Input material =
::::

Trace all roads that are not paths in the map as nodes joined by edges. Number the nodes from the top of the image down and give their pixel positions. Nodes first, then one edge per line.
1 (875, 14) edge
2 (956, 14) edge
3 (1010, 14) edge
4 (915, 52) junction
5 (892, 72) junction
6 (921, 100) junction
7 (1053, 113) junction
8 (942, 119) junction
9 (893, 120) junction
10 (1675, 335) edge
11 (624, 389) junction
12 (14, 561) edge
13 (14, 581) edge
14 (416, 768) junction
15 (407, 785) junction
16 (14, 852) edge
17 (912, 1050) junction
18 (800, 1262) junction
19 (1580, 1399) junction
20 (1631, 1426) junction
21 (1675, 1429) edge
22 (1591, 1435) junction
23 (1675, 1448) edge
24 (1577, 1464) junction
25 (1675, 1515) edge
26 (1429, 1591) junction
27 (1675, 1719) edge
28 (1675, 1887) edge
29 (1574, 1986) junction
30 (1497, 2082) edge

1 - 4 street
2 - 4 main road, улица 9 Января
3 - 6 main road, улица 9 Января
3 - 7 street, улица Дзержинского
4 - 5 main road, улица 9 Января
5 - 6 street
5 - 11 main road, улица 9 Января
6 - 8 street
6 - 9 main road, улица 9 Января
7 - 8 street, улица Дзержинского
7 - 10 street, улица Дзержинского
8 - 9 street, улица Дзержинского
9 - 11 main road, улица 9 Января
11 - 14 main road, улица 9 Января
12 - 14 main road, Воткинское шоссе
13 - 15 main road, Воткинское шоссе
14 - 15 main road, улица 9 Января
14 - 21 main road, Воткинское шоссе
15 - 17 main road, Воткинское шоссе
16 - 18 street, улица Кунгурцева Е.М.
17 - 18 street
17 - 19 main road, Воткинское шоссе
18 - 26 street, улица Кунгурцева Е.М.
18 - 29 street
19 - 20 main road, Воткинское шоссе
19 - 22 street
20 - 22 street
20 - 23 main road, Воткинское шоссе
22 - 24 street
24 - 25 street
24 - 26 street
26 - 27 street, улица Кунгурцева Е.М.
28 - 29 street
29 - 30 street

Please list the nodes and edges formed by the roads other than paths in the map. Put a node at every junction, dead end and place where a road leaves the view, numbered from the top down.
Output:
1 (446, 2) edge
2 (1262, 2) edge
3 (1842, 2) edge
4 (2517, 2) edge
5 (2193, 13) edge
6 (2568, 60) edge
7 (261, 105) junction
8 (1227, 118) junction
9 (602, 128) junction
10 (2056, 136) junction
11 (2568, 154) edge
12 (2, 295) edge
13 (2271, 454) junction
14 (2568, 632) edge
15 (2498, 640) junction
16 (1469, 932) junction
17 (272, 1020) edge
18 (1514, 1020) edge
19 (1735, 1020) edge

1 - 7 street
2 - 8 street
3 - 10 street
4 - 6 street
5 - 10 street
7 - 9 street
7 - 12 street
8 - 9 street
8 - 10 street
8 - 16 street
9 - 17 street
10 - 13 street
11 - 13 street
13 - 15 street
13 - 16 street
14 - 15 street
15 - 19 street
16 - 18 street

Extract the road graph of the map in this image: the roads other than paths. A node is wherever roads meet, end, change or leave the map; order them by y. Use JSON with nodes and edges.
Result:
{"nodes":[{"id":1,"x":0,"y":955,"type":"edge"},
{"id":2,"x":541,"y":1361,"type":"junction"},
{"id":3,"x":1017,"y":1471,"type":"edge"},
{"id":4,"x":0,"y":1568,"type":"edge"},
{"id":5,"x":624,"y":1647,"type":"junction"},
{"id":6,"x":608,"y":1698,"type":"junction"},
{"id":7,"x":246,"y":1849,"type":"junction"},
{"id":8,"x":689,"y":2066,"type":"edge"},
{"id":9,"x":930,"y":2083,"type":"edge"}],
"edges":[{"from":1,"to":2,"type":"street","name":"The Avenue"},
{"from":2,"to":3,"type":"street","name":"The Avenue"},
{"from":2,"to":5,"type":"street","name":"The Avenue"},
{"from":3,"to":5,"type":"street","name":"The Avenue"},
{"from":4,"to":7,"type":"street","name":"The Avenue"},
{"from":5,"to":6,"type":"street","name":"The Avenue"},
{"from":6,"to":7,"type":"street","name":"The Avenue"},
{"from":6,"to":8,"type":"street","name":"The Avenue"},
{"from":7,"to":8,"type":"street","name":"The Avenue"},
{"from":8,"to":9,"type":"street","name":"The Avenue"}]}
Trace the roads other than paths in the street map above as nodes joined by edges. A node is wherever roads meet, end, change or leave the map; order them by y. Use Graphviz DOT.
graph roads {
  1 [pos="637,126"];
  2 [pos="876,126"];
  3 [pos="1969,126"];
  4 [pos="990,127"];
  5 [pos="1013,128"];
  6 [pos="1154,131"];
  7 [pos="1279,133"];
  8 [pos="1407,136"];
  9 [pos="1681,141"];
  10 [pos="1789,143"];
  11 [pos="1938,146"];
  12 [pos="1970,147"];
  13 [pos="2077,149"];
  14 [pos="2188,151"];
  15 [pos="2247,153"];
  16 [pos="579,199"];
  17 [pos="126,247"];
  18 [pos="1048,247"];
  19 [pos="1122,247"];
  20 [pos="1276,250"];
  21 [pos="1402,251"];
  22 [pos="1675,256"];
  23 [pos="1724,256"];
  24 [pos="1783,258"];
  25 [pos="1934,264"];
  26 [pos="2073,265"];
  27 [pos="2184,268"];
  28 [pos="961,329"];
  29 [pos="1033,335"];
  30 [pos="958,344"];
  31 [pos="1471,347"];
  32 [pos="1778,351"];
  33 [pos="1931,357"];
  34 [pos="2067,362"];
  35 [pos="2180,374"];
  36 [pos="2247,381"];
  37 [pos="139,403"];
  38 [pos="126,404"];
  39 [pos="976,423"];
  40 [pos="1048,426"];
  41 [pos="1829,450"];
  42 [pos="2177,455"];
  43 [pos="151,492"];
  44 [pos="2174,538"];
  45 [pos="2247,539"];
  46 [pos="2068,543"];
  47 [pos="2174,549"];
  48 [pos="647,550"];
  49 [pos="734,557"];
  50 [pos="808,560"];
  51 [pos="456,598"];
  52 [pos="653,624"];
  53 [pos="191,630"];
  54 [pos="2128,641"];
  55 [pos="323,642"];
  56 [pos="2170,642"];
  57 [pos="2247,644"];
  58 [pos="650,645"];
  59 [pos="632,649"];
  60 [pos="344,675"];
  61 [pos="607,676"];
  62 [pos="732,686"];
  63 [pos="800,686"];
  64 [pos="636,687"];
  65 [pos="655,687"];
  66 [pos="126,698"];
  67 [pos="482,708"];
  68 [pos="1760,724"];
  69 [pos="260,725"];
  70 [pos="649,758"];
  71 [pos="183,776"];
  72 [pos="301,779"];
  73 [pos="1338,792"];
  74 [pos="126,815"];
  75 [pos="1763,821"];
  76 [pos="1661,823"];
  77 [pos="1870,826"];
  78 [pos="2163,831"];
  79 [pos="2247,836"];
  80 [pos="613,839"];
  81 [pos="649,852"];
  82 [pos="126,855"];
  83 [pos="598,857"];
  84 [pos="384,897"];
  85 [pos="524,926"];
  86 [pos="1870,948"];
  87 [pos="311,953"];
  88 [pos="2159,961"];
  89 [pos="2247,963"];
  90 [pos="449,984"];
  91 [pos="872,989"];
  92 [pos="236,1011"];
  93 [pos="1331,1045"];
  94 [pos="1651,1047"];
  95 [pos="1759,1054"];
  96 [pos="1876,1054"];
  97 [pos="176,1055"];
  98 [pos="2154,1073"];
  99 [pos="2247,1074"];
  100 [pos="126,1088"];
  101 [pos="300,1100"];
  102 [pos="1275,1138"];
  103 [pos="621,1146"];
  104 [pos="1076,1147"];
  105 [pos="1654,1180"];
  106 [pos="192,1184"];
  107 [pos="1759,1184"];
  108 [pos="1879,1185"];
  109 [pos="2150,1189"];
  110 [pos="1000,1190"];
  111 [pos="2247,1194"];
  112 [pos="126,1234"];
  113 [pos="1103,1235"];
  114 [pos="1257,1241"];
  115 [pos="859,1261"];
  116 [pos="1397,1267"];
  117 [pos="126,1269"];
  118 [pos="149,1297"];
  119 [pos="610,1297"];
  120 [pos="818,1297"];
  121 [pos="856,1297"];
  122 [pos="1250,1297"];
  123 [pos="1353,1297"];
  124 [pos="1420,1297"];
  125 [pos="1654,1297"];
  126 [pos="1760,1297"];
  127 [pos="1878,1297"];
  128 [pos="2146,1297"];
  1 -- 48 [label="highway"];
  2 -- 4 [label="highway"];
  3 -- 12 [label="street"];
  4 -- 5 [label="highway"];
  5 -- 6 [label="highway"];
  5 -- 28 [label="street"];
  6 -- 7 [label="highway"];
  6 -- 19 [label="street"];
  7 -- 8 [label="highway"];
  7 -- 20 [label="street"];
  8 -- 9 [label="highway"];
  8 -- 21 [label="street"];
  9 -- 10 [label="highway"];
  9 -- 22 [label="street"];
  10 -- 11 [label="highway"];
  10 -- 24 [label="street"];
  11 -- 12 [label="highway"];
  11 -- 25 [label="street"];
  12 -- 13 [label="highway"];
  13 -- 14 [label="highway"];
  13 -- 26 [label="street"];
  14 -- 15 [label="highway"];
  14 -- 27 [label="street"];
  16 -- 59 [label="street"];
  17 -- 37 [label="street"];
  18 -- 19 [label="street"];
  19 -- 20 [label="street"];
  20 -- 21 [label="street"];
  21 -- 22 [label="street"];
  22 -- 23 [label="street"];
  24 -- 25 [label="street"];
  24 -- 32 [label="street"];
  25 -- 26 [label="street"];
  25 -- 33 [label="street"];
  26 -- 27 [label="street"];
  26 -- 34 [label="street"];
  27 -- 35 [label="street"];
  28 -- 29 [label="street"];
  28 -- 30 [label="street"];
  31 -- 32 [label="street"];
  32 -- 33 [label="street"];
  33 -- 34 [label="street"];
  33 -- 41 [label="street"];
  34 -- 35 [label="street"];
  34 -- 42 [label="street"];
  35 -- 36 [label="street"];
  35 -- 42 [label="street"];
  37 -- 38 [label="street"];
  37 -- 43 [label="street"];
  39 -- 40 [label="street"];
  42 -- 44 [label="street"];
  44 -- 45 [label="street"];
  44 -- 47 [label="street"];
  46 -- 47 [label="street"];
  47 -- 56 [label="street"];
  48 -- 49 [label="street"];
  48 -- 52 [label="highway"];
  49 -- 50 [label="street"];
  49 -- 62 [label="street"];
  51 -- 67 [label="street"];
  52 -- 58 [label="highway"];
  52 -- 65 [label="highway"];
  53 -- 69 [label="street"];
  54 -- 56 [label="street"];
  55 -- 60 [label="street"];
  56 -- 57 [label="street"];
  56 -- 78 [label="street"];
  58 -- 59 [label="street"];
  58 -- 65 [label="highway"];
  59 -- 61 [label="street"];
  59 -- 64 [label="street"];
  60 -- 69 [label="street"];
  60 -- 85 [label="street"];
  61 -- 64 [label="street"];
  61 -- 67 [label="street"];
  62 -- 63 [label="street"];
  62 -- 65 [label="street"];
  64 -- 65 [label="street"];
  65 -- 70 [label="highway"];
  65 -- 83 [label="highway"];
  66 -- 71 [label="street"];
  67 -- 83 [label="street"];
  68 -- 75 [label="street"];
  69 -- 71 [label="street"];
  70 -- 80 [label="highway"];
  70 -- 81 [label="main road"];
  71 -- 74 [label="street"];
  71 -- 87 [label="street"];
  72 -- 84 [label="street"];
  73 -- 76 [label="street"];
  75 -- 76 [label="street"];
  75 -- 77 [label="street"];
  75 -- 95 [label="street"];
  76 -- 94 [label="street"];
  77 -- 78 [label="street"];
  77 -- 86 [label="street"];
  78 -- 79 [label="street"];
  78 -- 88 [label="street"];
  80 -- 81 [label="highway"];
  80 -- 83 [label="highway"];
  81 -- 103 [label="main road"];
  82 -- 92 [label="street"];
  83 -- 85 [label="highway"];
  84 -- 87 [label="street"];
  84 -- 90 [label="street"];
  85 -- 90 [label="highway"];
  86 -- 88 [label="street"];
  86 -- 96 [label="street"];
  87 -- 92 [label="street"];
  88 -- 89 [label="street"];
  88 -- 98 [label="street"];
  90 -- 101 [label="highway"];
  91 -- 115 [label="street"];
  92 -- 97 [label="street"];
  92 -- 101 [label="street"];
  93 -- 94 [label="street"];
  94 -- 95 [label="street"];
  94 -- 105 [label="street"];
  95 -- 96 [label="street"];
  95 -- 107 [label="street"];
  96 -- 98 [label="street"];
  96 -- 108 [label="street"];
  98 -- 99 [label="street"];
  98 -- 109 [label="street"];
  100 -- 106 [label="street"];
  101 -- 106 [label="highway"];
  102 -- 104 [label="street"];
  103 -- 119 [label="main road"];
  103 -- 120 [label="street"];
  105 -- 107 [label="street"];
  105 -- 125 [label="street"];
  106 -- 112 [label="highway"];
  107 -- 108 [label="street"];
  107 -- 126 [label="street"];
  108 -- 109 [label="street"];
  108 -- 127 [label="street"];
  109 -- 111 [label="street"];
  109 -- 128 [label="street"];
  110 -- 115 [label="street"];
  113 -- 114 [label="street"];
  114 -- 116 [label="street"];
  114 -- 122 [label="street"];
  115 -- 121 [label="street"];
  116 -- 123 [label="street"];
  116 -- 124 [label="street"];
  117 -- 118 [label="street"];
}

::::

Requirement =
Search the entries for the word "Дзержинского" and gather every line where it appears.

Result for this exercise =
3 - 7 street, улица Дзержинского
7 - 8 street, улица Дзержинского
7 - 10 street, улица Дзержинского
8 - 9 street, улица Дзержинского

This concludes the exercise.